SIR MARK Sedwill has become the third civil service chief to be forced out in a year as the Prime Minister plans a major Whitehall shake up.
He stood down as Cabinet Secretary and National Security Adviser after increasingly frayed relations with the PM's inner circle.
Sir Mark became the third senior official to be ousted with Dominic Cummings said to see him as a barrier to "Whitehall reform".
Sir Philip Rutnam announced his resignation from the Home Office earlier this year claiming ministers were waging a "vicious and orchestrated campaign" against him.
The top Foreign Office mandarin Sir Simon McDonald was also "forced to step down" after Boris Johnson announced the Department for International Development will merge with the Foreign Office.
It forms part of a radical shake with Michael Gove last week announcing Whitehall could be broken up.
The senior Minister claimed the Government’s first priority should not be to represent the “forgotten man” type who voted Leave in 2016.
He said: "We can, literally, reduce the distance between Government and people by relocating Government decision-making centres to different parts of our United Kingdom.
And in doing so we should be striving to reflect the full diversity of our United Kingdom.
"How can we in Government be less southern, less middle-class, less reliant on those with social science qualifications and more welcoming to those with physical science and mathematical qualifications – how can we be less anywhere and more somewhere, closer to the 52 per cent who voted to leave and more understanding of why?
"Almost every arm of Government, and those with powerful voices within it, seemed estranged from the majority in 2016."
His departure is part of an overhaul of the civil service spearheaded by No 10's top adviser Dominic Cummings.
Under the revamp Sir Mark's twin roles will be split apart.
Government sources said they could appoint an outsider such as "someone from the business world" to the Cabinet Secretary job.
The UK's chief Brexit negotiator David Frost will take the top security role from late August.
He will also stay on heading up the trade talks with Brussels until they finish.
Sir Mark said now was time to leave, having initially been drafted into the Cabinet Secretary job after the death of his predecessor Jeremy Heywood.
In a letter to the PM he wrote: "It was obviously right to stay on for the acute phase of the Covid-19 crisis.
"As you are setting out this week, the Government’s focus is now shifting to domestic and global recovery and renewal.”

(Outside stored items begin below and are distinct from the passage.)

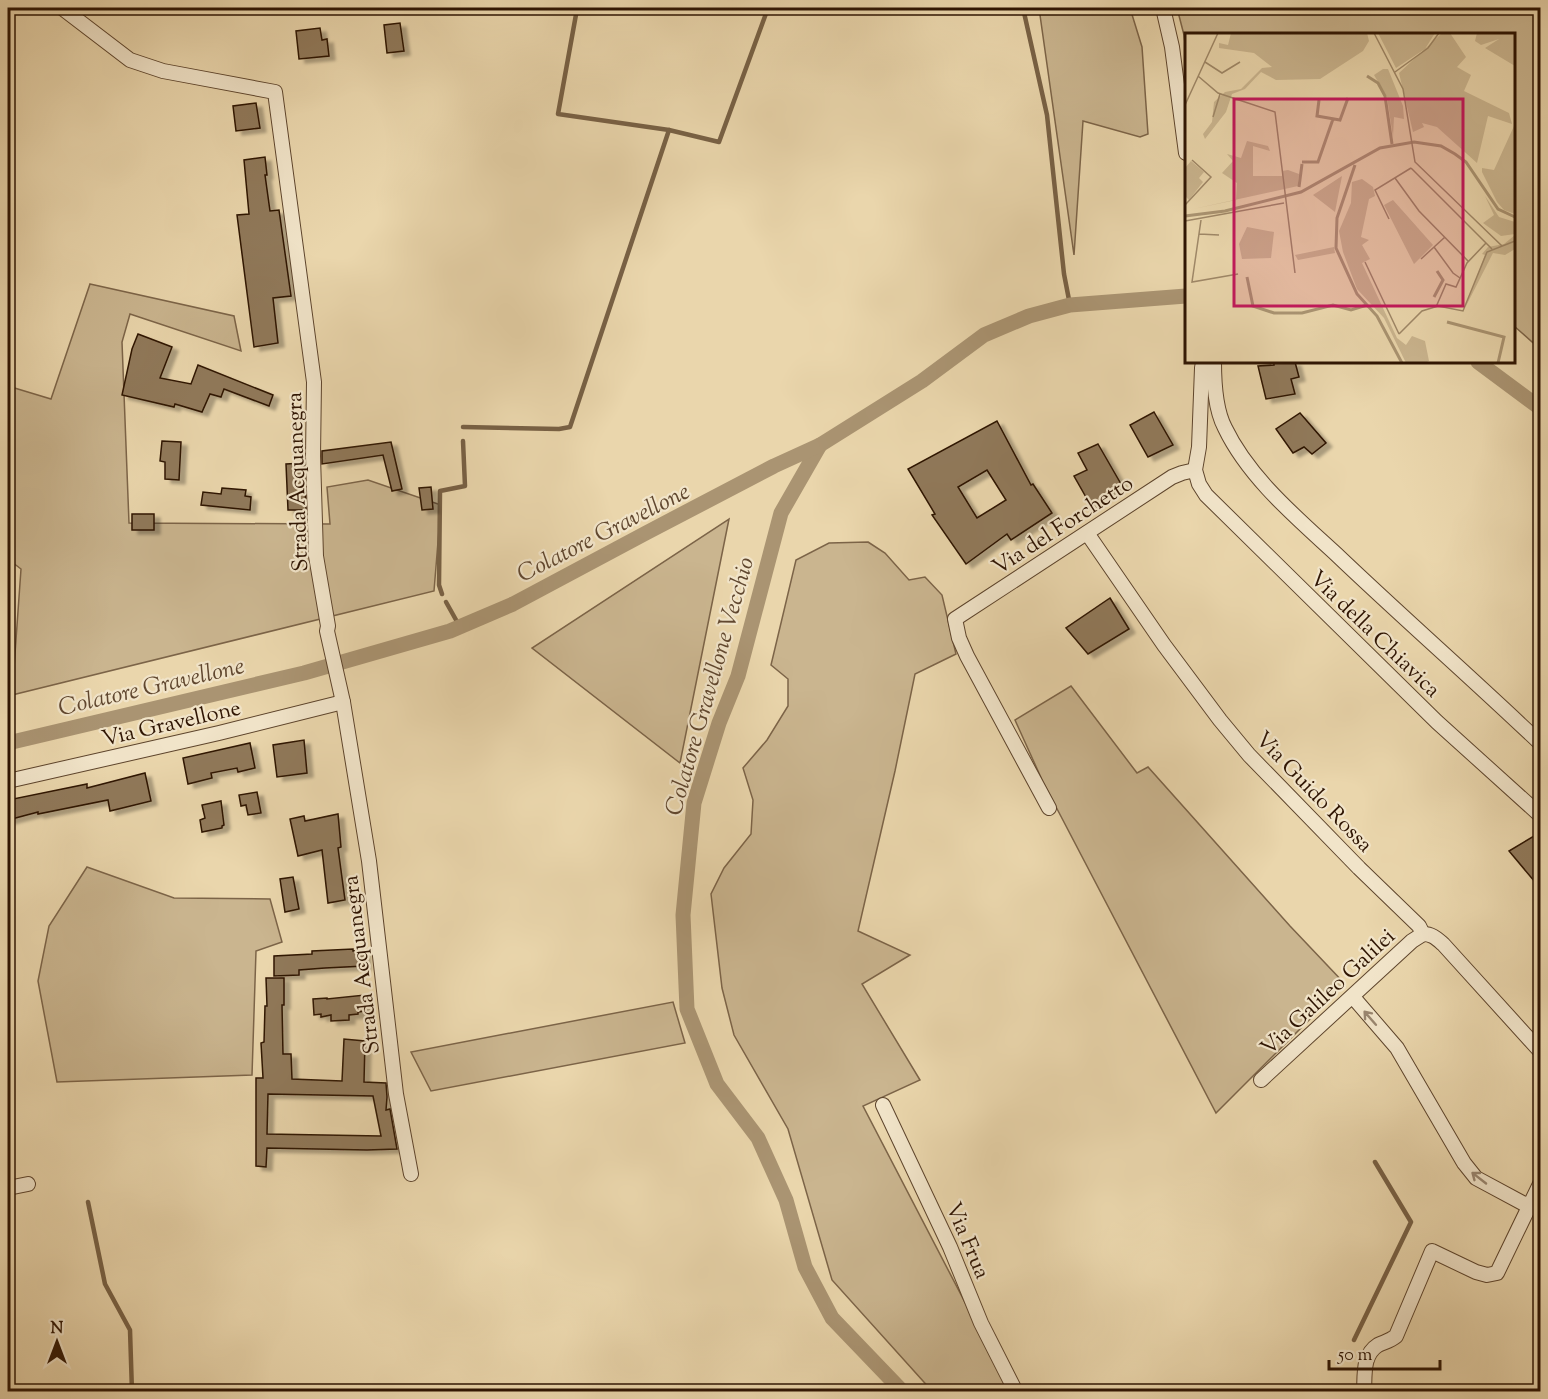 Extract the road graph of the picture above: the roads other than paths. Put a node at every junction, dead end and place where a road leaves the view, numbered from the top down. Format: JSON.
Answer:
{"nodes":[{"id":1,"x":62,"y":8,"type":"edge"},
{"id":2,"x":1162,"y":8,"type":"edge"},
{"id":3,"x":1185,"y":145,"type":"edge"},
{"id":4,"x":1203,"y":363,"type":"edge"},
{"id":5,"x":1214,"y":363,"type":"edge"},
{"id":6,"x":1195,"y":470,"type":"junction"},
{"id":7,"x":1087,"y":533,"type":"junction"},
{"id":8,"x":343,"y":702,"type":"junction"},
{"id":9,"x":1540,"y":743,"type":"edge"},
{"id":10,"x":8,"y":781,"type":"edge"},
{"id":11,"x":1049,"y":808,"type":"dead end"},
{"id":12,"x":1540,"y":815,"type":"edge"},
{"id":13,"x":1423,"y":934,"type":"junction"},
{"id":14,"x":1353,"y":997,"type":"junction"},
{"id":15,"x":1540,"y":1051,"type":"edge"},
{"id":16,"x":1261,"y":1080,"type":"dead end"},
{"id":17,"x":883,"y":1105,"type":"dead end"},
{"id":18,"x":411,"y":1174,"type":"dead end"},
{"id":19,"x":28,"y":1184,"type":"dead end"},
{"id":20,"x":1540,"y":1184,"type":"edge"},
{"id":21,"x":8,"y":1188,"type":"edge"},
{"id":22,"x":1530,"y":1207,"type":"junction"},
{"id":23,"x":1016,"y":1392,"type":"edge"},
{"id":24,"x":1364,"y":1392,"type":"edge"}],
"edges":[{"from":1,"to":8,"type":"street","name":"Strada Acquanegra"},
{"from":2,"to":3,"type":"street"},
{"from":4,"to":6,"type":"street"},
{"from":5,"to":9,"type":"street"},
{"from":6,"to":7,"type":"street","name":"Via del Forchetto"},
{"from":6,"to":12,"type":"street","name":"Via della Chiavica"},
{"from":7,"to":11,"type":"street","name":"Via del Forchetto"},
{"from":7,"to":13,"type":"street","name":"Via Guido Rossa"},
{"from":8,"to":10,"type":"street","name":"Via Gravellone"},
{"from":8,"to":18,"type":"street","name":"Strada Acquanegra"},
{"from":13,"to":14,"type":"street","name":"Via Galileo Galilei"},
{"from":13,"to":15,"type":"street","name":"Via Guido Rossa"},
{"from":14,"to":16,"type":"street","name":"Via Galileo Galilei"},
{"from":22,"to":14,"type":"street","one_way":true},
{"from":17,"to":23,"type":"street","name":"Via Frua"},
{"from":19,"to":21,"type":"street"},
{"from":20,"to":22,"type":"street"},
{"from":22,"to":24,"type":"street"}]} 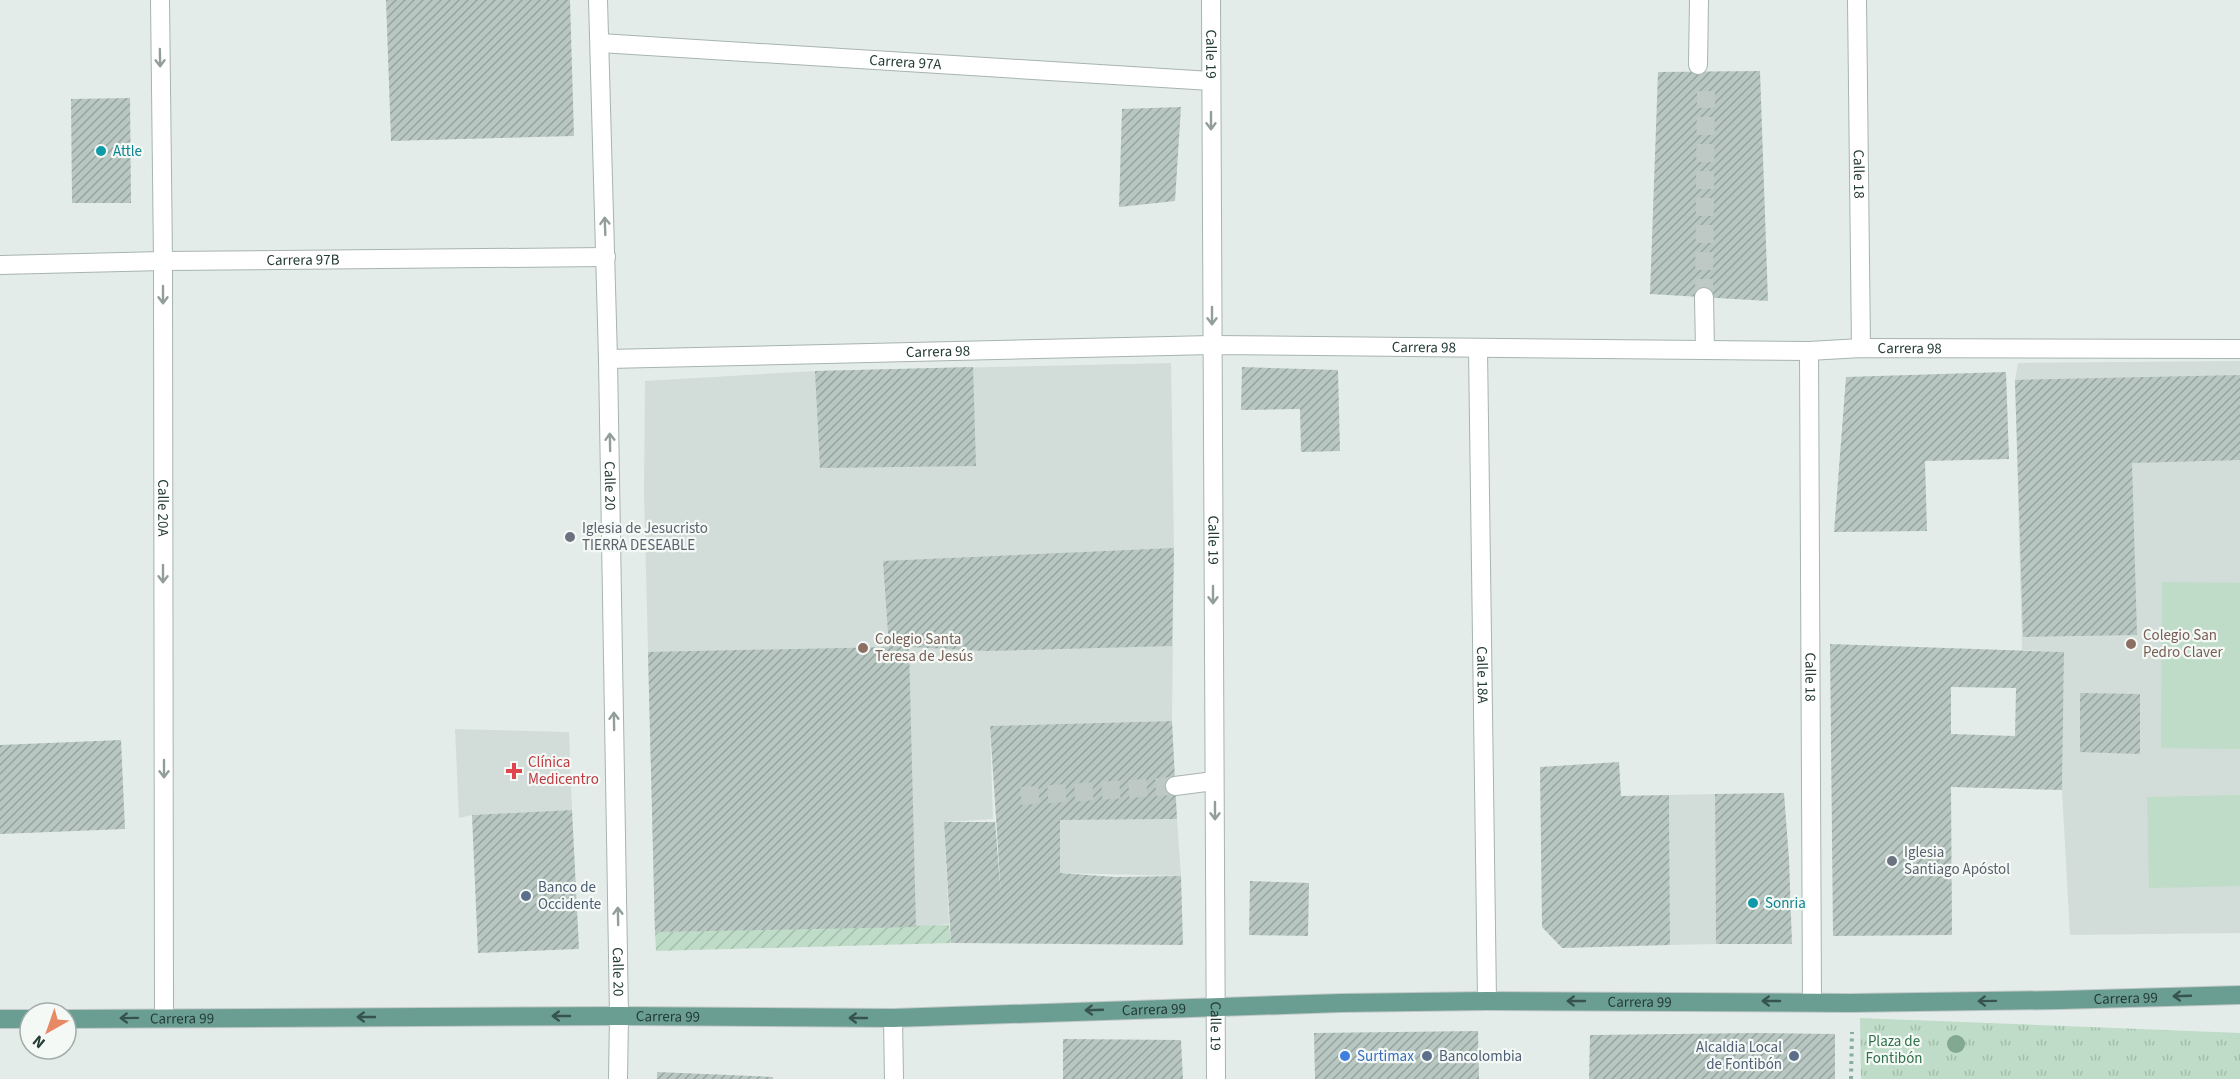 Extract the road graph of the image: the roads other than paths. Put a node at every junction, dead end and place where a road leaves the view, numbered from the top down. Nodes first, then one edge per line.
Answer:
1 (160, 0) edge
2 (598, 0) edge
3 (1210, 0) edge
4 (1699, 0) edge
5 (1857, 0) edge
6 (600, 43) junction
7 (1698, 65) dead end
8 (1211, 81) junction
9 (606, 257) junction
10 (163, 261) junction
11 (0, 265) edge
12 (1704, 297) tunnel mouth
13 (1212, 345) junction
14 (1861, 348) junction
15 (1478, 349) junction
16 (2240, 349) edge
17 (1706, 350) junction
18 (1809, 351) junction
19 (608, 359) junction
20 (1214, 781) junction
21 (1175, 786) tunnel mouth
22 (2240, 995) edge
23 (1487, 1001) junction
24 (1812, 1001) junction
25 (1216, 1006) junction
26 (619, 1016) junction
27 (164, 1018) junction
28 (893, 1018) junction
29 (0, 1019) edge
30 (18, 1019) edge
31 (78, 1019) edge
32 (618, 1079) edge
33 (894, 1079) edge
34 (1216, 1079) edge

1 -> 10 street, Calle 20A
2 - 6 street, Calle 20
3 - 8 street, Calle 19
4 - 7 street
5 - 14 street, Calle 18
6 - 8 street, Carrera 97A
9 -> 6 street, Calle 20
8 -> 13 street, Calle 19
9 - 10 street, Carrera 97B
9 - 19 street, Calle 20
10 - 11 street, Carrera 97B
10 -> 27 street, Calle 20A
12 - 17 street
13 - 15 street, Carrera 98
13 - 19 street, Carrera 98
13 -> 20 street, Calle 19
14 - 16 street, Carrera 98
14 - 18 street, Carrera 98
15 - 17 street, Carrera 98
15 - 23 street, Calle 18A
17 - 18 street, Carrera 98
18 - 24 street, Calle 18
26 -> 19 street, Calle 20
20 - 21 street
20 -> 25 street, Calle 19
22 -> 24 main road, Carrera 99
24 -> 23 main road, Carrera 99
23 - 25 main road, Carrera 99
25 -> 28 main road, Carrera 99
25 - 34 street, Calle 19
26 -> 27 main road, Carrera 99
28 -> 26 main road, Carrera 99
26 - 32 street, Calle 20
27 -> 31 main road, Carrera 99
28 - 33 street
29 - 30 main road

He will now head up a new G7 panel on Global Economic Security and has been put forward for a life peerage.
Mr Johnson praised the outgoing civil service chief's career, paying tribute to his "unflappable good humour".
He said: "It has been by any standards a massive contribution – but as PM I have particularly appreciated your calm and shrewd advice.”
Sir Mark is said to have been increasingly "unhappy" following running battles with No 10's top team.
The PM reportedly came close to firing him at the end of last month, and his departure had been expected for some time.
Mr Cummings has vowed to overhaul the civil service, which he sees as a cosy club guilty of group think.